NAME
bare.pm - scalars without sigils
SYNOPSIS
use bare qw(foo bar);
foo=3; bar=4;
print foo+bar; #7
foo=bar=3;
print foo=5,foo+bar #58
# Note that foo and $foo are aliased, eg:
die unless foo==$foo;
die unless bar==$bar;
print "foo: $foo, bar: $bar"; #foo: 3, bar: 3
DESCRIPTION
Everyone knows that Perl looks like line noise. Not anymore! bare.pm lets you access scalar variables without a leading sigil.
BUGS AND LIMITATIONS
Note carefully that these are not lexical variables. You can only have one variable foo
, which is aliased to the package variable $foo.

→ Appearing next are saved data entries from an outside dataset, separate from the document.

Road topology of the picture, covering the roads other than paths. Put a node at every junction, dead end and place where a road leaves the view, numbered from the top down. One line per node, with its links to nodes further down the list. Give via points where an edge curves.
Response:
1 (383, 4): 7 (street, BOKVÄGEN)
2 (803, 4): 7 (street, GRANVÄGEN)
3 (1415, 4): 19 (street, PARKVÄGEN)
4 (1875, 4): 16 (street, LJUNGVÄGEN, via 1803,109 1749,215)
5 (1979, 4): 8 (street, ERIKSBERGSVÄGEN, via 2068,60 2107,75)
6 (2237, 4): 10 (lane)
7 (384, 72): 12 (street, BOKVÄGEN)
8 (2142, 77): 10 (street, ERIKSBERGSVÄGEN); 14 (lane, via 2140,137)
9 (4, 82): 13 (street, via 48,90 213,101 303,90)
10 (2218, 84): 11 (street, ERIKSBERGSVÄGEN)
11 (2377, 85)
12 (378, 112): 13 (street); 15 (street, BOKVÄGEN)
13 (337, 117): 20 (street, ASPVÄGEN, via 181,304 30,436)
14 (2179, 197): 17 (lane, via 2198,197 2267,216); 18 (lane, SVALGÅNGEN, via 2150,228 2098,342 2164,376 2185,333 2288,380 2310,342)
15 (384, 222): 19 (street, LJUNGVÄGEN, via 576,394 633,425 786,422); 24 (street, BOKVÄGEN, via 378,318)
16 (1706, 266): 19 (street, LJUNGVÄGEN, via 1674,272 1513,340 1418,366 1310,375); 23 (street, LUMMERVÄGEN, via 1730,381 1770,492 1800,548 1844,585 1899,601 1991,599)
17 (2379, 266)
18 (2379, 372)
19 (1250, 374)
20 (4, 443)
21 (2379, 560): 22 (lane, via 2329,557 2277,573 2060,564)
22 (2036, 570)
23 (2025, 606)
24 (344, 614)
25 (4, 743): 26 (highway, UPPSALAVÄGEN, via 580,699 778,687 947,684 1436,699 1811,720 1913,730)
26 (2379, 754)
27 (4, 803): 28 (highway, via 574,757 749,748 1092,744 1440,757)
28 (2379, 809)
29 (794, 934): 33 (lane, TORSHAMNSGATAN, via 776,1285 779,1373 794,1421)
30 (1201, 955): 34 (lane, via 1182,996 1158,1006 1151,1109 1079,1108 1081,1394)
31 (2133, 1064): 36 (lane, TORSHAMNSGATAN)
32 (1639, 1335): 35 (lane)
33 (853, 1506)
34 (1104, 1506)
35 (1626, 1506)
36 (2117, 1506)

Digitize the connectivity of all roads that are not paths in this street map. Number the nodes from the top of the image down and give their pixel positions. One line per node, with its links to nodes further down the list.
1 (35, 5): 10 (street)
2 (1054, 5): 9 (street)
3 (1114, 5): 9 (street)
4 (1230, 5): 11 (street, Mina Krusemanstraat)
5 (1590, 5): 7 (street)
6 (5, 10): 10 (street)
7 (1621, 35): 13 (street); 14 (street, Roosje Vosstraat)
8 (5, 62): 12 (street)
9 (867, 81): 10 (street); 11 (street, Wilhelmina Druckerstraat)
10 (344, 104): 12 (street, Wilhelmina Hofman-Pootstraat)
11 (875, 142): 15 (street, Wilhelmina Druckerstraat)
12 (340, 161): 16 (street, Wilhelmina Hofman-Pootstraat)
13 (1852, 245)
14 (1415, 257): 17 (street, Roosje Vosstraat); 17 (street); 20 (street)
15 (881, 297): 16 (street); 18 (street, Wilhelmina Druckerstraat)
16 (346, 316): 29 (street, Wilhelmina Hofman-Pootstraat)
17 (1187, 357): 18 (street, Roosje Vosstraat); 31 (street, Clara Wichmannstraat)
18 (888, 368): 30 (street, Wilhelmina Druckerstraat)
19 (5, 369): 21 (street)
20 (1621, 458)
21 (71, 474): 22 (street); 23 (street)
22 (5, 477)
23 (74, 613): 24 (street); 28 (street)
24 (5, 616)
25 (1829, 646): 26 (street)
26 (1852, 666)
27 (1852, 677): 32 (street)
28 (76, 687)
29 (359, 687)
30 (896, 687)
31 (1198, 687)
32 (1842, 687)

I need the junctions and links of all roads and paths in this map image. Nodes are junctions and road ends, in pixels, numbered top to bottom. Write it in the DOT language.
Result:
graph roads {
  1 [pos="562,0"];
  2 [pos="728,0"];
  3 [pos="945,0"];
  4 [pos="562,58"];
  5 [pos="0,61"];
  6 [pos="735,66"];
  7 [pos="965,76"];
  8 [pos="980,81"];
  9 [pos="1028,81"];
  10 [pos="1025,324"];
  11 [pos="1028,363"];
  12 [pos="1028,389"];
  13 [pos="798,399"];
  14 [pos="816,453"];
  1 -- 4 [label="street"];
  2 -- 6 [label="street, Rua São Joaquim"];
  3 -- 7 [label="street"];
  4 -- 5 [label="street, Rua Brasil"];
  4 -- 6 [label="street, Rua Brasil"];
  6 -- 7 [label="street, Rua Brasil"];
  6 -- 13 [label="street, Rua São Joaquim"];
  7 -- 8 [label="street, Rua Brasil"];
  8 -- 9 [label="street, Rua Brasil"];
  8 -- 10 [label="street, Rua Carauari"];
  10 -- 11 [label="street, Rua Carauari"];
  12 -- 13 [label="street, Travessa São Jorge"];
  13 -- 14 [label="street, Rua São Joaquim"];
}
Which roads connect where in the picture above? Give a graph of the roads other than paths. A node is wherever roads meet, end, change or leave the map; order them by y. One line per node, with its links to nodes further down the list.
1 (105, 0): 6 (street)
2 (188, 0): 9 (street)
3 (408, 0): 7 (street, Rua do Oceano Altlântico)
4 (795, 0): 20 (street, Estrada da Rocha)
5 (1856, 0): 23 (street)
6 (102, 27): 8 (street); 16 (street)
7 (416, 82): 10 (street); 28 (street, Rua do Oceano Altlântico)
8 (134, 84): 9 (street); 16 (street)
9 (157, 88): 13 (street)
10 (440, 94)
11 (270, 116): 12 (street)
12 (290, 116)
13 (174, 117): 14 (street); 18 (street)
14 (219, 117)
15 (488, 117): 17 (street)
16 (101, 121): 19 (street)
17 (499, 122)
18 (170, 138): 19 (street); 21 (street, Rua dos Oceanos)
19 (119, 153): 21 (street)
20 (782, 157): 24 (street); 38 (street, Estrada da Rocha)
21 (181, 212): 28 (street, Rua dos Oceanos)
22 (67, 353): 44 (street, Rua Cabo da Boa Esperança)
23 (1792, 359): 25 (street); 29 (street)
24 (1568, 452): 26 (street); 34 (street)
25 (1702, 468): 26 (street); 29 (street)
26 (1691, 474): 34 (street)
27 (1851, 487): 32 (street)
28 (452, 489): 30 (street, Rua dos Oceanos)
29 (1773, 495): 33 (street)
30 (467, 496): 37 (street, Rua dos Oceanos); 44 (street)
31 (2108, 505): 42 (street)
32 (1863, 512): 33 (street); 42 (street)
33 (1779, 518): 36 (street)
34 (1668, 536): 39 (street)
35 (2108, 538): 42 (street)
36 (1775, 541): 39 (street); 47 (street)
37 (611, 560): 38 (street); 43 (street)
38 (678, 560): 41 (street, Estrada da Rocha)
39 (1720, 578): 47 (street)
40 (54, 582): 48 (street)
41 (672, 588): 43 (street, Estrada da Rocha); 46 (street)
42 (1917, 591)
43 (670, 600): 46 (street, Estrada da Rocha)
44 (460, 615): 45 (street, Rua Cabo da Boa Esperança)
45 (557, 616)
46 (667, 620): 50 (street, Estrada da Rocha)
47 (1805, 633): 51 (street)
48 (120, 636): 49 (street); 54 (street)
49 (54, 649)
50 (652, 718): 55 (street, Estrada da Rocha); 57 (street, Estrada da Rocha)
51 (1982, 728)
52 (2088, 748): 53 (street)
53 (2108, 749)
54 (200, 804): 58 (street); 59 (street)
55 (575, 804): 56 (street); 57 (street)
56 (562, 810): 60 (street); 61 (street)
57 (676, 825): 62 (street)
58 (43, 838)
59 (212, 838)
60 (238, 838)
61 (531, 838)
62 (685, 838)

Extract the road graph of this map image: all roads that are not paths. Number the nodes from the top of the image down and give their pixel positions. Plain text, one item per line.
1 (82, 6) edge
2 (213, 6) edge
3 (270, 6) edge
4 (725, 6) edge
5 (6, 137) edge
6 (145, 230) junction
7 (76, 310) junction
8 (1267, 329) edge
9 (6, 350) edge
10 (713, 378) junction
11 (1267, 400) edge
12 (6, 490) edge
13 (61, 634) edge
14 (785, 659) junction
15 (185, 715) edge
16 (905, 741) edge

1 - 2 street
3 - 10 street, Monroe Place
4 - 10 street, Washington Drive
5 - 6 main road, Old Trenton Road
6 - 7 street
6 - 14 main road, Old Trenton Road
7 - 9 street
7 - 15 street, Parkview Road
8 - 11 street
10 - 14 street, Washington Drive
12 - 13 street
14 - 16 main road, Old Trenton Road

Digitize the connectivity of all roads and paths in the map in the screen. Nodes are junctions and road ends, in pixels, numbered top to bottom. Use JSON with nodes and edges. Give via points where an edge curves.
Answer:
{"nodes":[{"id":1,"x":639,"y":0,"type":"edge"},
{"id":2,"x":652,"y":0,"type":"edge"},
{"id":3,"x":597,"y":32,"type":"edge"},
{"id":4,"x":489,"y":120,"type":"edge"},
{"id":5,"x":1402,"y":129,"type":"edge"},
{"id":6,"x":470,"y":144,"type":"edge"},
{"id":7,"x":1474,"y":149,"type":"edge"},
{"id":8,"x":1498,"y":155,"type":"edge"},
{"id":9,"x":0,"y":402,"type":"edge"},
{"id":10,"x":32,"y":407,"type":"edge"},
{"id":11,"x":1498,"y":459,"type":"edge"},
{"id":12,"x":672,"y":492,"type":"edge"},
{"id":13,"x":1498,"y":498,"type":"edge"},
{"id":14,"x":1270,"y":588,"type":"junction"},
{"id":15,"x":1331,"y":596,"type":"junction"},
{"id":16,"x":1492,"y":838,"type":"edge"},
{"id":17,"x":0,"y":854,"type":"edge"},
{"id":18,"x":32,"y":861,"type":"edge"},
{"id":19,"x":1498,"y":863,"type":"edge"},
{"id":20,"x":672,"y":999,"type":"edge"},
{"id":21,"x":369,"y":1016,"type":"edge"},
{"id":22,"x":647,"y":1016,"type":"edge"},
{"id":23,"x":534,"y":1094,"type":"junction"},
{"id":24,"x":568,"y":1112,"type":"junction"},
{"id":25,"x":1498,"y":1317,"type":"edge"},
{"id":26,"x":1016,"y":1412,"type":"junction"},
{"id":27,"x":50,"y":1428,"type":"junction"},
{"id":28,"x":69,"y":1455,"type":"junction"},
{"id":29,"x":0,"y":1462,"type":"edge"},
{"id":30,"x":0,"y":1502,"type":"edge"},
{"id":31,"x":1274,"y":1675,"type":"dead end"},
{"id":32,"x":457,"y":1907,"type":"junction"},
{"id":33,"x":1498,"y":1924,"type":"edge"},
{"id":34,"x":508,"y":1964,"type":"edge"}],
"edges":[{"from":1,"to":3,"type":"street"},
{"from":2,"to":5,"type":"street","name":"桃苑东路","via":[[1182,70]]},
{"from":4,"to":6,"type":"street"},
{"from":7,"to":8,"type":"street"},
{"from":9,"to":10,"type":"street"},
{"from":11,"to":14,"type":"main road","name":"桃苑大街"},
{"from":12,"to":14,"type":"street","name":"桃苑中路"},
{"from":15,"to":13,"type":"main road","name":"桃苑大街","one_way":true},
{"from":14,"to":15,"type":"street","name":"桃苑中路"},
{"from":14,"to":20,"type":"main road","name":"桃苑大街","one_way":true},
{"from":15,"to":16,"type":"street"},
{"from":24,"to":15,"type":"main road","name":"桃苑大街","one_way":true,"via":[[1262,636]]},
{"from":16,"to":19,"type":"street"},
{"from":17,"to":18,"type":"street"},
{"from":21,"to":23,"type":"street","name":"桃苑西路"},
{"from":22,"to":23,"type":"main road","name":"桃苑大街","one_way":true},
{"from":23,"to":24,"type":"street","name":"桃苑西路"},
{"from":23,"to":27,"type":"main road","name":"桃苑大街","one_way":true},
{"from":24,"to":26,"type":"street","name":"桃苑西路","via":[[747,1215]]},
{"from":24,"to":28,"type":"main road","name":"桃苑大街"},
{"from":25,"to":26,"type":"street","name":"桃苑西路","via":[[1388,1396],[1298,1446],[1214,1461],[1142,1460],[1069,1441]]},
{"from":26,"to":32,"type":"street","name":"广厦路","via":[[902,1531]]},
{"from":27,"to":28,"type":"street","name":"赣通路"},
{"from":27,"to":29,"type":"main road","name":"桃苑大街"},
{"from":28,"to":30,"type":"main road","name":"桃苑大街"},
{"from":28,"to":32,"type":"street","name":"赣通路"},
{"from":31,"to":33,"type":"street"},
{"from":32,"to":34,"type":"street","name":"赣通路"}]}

You can, however, localize such a variable like so:
use bare 'foo';
foo=3;
{
local $foo = 7;
die unless foo==7;
}
die unless foo==3;
There are various other cases where you will have to use a sigil, eg:
To interpolate a bare in a string:
use bare 'x'; print "x=$x"
For use on a loop variable, eg:
use bare 'x'; for $x (0..20) { ... }
bares are implemented as subs, so sigil-less access is quite a bit slower than "native" scalars that use sigils. For code where performance is important, you'll have to use sigils.
LICENSE AND COPYRIGHT
This program is free software; you can redistribute it and/or modify it under the same terms as Perl itself.